Bacurau atualiza a antropofagia e o tropicalismo. Os Operários de Tarsila e os habitantes da cidade que não está no mapa são potentes retratos do Brasil.
Publicado originalmente em 07/09/2019
o Abaporu é a Monalisa brasileira, filas imensas para ver Tarsila no MASP. a “caipirinha vestida por Poiret” do poema de Oswald de Andrade, batia Picasso e Monet passando a ser o maior sucesso de público do MASP
Abaporu também é a pintura brasileira mais valiosa em dinheiros
o biscoito fino do modernismo enfim atinge as massas.
ou não como diria o mano caetano
quanto do projeto de descolonização da antropofagia, da revolução de todas as formas e estruturas artísticas e sociais almejadas pelos modernistas restaram hoje ?
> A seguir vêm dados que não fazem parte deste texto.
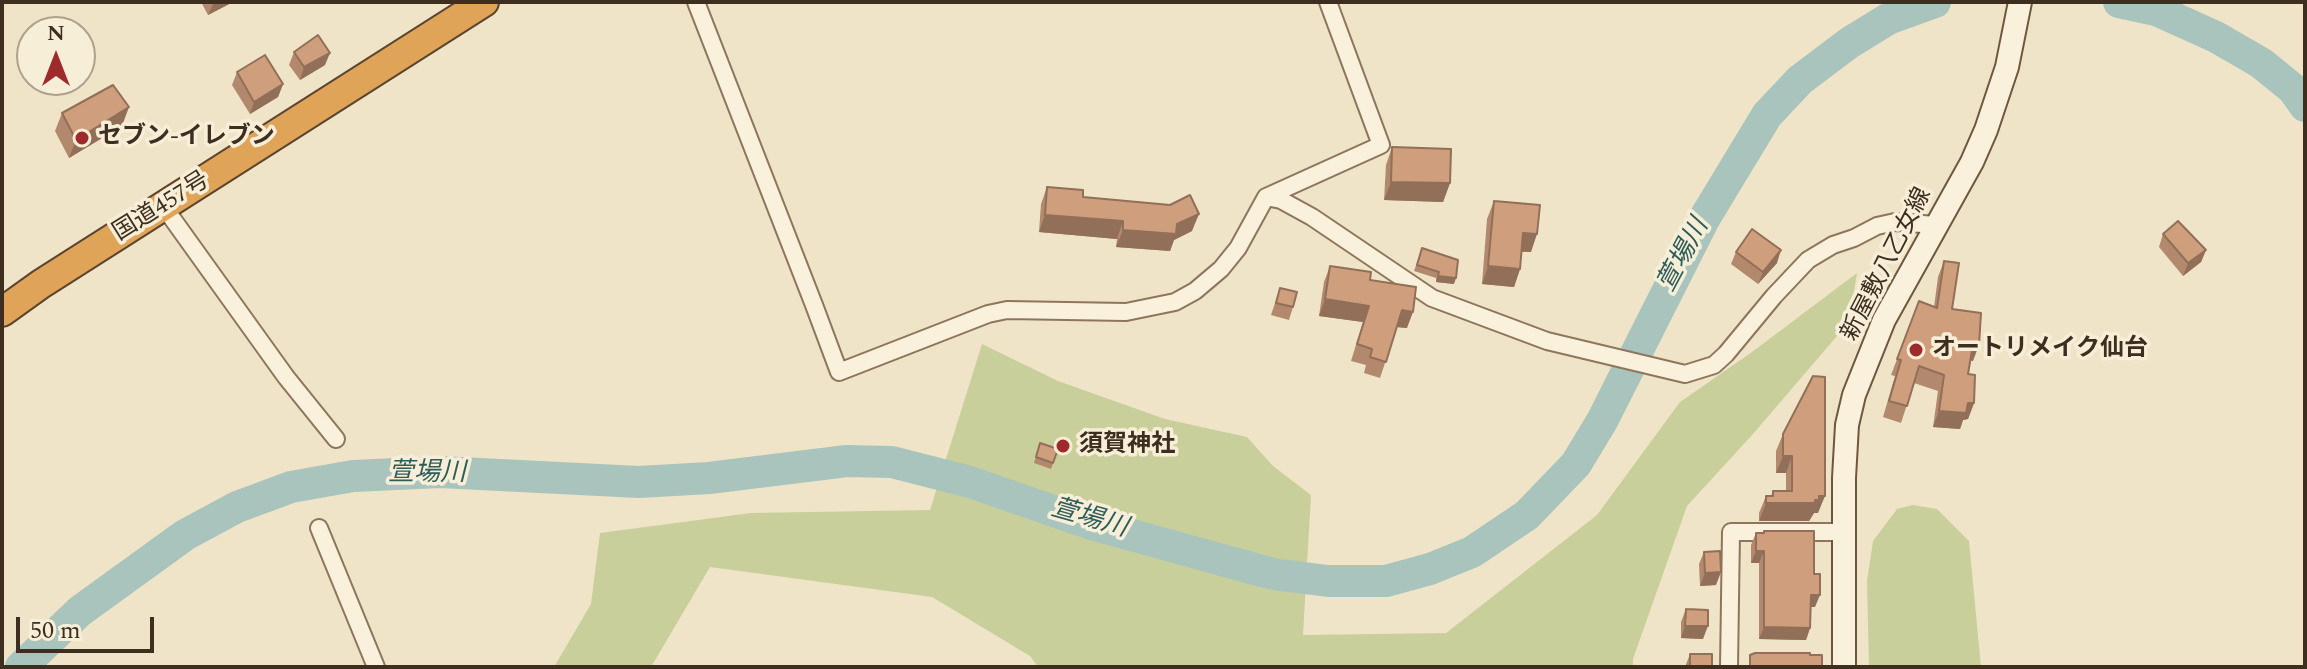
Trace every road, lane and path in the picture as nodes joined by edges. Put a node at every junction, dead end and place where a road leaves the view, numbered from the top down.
1 (484, 2) edge
2 (696, 2) edge
3 (1328, 2) edge
4 (2020, 2) edge
5 (1266, 197) junction
6 (164, 207) junction
7 (1936, 225) junction
8 (2, 312) edge
9 (336, 439) dead end
10 (319, 528) dead end
11 (1844, 532) junction
12 (376, 667) edge
13 (1729, 667) edge
14 (1844, 667) edge

1 - 6 highway, 国道457号
2 - 5 street
3 - 5 street
4 - 7 street, 新屋敷八乙女線
5 - 7 street
6 - 8 highway, 国道457号
6 - 9 street
7 - 11 street, 新屋敷八乙女線
10 - 12 street
11 - 13 street
11 - 14 street, 新屋敷八乙女線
a cultura, como a língua, o sexo, não tem limites, nem fronteiras, ultrapassa as barreiras, como a água, enquanto as pessoas se relacionarem, as influências mútuas, as trocas de fluídos se realizarão e o que sobra é sempre o amálgama rizomático que são as sociedades, os grupos, os bandos, as tribos, os coletivos, as nações, as identidades
A antropofagia sempre foi um projeto político cultural e uma ordem de ação, imaginar a essência da brasilidade, deglutir a carne e a alma do estrangeiro e criar uma síntese nacional
um projeto ousado e pretensioso
ambicioso e cheio de certezas e verdades
Abaporu (1928) A Negra (1923) Antropofagia (1929)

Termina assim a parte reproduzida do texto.